— PROBLEM REQUIREMENTS —
Where does the string "numbered" appear in the records? Copy every line that contains it.

— MATERIAL PROVIDED —
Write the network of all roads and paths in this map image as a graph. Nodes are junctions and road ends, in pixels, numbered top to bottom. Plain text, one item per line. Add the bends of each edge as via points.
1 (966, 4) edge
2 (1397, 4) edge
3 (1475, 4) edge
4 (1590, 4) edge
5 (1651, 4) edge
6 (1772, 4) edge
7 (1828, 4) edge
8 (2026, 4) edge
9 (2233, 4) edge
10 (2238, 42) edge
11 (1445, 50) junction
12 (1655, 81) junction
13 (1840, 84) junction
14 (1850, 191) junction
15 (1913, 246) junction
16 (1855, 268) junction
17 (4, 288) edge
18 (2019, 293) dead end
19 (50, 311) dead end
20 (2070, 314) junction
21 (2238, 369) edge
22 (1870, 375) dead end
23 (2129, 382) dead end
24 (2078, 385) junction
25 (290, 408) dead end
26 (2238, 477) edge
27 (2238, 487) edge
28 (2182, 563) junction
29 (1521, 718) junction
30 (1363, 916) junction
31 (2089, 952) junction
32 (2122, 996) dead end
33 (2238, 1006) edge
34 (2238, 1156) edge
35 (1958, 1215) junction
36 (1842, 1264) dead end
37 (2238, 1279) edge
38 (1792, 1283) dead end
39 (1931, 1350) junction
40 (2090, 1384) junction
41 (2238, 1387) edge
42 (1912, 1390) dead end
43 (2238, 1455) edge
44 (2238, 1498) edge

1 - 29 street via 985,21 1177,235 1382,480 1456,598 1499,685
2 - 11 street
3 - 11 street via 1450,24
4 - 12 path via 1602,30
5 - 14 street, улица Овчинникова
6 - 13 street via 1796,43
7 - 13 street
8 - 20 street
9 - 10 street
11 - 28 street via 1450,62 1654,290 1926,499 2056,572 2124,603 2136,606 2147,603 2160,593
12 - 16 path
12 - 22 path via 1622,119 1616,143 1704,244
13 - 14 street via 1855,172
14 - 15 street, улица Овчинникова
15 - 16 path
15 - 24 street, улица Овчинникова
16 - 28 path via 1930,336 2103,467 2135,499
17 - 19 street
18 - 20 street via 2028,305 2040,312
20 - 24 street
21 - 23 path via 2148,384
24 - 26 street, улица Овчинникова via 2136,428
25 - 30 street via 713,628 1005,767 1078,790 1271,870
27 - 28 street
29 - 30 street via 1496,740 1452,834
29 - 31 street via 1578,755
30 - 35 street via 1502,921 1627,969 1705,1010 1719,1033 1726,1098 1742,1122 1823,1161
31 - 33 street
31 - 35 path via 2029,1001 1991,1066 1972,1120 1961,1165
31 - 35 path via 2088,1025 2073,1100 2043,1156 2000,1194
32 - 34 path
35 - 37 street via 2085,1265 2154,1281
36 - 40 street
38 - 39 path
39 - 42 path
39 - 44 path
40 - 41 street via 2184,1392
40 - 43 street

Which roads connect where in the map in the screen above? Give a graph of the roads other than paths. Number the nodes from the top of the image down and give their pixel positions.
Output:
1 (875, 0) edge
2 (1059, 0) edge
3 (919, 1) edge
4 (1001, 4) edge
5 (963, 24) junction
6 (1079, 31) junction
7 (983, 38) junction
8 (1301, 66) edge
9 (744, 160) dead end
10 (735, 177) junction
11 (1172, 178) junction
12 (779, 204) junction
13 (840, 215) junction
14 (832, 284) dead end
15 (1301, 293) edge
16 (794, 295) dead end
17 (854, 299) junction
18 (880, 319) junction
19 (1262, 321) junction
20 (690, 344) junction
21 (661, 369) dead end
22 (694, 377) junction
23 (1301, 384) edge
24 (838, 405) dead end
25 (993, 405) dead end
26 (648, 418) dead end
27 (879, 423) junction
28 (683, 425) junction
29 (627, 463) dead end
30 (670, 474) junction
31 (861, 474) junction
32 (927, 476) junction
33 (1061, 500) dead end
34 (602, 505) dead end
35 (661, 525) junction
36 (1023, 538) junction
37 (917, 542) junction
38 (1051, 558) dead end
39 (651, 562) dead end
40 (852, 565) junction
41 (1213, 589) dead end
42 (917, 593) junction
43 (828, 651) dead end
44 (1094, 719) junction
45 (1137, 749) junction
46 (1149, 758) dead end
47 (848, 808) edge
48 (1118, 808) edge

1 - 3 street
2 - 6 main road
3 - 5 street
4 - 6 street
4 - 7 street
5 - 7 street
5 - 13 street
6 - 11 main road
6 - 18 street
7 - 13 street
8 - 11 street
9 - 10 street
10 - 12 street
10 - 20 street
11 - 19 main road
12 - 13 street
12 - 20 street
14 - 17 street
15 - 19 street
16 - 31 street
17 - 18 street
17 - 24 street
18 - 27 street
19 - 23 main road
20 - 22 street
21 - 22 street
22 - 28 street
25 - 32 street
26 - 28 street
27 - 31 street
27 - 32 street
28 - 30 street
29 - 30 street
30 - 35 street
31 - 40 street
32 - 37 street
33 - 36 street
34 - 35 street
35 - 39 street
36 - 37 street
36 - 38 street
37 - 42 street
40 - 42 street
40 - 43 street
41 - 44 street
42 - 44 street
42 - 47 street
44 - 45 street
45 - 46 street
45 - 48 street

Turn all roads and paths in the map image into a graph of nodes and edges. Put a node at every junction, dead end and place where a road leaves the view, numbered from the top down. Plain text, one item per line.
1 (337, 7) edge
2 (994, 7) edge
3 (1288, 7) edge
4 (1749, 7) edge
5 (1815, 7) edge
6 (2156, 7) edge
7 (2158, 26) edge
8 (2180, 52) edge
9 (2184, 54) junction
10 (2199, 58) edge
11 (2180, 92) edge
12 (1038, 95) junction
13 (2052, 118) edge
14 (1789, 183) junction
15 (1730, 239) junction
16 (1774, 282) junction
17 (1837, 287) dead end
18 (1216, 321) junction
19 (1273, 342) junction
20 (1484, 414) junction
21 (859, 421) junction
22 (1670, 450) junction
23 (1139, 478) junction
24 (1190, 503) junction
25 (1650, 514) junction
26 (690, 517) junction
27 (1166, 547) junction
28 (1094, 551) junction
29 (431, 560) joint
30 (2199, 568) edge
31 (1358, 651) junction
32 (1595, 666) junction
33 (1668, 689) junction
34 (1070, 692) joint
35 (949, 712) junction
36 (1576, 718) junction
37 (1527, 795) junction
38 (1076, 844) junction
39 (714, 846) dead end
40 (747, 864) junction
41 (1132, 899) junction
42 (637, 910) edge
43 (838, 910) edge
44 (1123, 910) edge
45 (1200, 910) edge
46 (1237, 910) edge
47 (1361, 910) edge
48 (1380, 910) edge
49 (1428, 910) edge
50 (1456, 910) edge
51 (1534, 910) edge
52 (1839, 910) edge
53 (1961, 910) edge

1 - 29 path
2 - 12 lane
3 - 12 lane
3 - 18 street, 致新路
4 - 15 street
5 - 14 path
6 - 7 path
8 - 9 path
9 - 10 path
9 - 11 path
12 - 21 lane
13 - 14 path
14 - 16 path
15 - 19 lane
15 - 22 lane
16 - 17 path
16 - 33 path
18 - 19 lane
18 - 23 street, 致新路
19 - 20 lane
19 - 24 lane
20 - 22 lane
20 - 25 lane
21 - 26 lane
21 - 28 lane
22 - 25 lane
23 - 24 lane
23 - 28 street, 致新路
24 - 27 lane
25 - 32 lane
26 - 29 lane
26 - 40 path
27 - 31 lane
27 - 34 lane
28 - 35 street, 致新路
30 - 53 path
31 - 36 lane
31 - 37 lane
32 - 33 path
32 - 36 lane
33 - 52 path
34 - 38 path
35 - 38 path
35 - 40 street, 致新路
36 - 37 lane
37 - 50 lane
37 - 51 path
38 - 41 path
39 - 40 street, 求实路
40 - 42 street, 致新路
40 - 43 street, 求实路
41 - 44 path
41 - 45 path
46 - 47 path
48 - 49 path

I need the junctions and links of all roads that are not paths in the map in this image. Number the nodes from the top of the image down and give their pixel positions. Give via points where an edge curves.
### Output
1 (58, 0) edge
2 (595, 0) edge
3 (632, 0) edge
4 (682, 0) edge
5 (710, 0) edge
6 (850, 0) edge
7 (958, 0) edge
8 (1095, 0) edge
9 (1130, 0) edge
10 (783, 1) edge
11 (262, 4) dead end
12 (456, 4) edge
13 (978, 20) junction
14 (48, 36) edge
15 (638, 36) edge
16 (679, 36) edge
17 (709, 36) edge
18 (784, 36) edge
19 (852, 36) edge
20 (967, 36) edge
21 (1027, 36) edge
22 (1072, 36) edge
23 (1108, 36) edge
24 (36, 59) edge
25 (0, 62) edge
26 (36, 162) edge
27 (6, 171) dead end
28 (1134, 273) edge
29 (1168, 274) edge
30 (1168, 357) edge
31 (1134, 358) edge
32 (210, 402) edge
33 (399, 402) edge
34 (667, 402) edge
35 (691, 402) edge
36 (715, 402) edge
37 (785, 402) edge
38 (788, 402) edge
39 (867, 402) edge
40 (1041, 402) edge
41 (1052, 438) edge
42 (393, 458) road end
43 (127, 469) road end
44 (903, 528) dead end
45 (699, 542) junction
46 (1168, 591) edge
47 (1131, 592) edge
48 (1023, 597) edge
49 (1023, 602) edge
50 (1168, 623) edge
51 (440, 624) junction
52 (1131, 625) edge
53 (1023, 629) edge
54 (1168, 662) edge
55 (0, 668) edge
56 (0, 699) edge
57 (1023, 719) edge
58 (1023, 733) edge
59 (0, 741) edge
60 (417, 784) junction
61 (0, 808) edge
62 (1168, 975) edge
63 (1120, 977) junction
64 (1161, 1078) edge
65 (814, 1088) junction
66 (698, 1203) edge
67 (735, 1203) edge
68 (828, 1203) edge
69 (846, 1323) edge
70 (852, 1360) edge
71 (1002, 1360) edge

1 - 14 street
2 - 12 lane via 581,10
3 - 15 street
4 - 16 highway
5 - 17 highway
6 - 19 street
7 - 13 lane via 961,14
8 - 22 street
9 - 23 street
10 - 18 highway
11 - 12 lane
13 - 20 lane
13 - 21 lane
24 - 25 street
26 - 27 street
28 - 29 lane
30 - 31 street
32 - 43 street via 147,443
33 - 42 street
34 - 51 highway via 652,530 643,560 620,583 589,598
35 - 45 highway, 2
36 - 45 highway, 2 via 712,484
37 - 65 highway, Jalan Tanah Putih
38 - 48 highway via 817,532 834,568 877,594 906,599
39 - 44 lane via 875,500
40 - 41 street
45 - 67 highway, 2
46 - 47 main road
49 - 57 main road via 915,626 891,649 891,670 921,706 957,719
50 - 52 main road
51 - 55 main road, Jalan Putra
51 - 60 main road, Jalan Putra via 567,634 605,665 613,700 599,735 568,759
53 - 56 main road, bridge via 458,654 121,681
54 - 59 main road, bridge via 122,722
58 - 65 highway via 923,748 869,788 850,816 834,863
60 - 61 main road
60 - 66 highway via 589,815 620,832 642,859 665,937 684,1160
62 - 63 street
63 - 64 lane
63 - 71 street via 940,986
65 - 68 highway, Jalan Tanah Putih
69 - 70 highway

— ANSWER SPACE —
Write the network of all roads and paths in this map image as a graph. Nodes are junctions and road ends, in pixels, numbered top to bottom. Plain text, one item per line. Add the bends of each edge as via points.
Turn all roads and paths in the map image into a graph of nodes and edges. Put a node at every junction, dead end and place where a road leaves the view, numbered from the top down. Plain text, one item per line.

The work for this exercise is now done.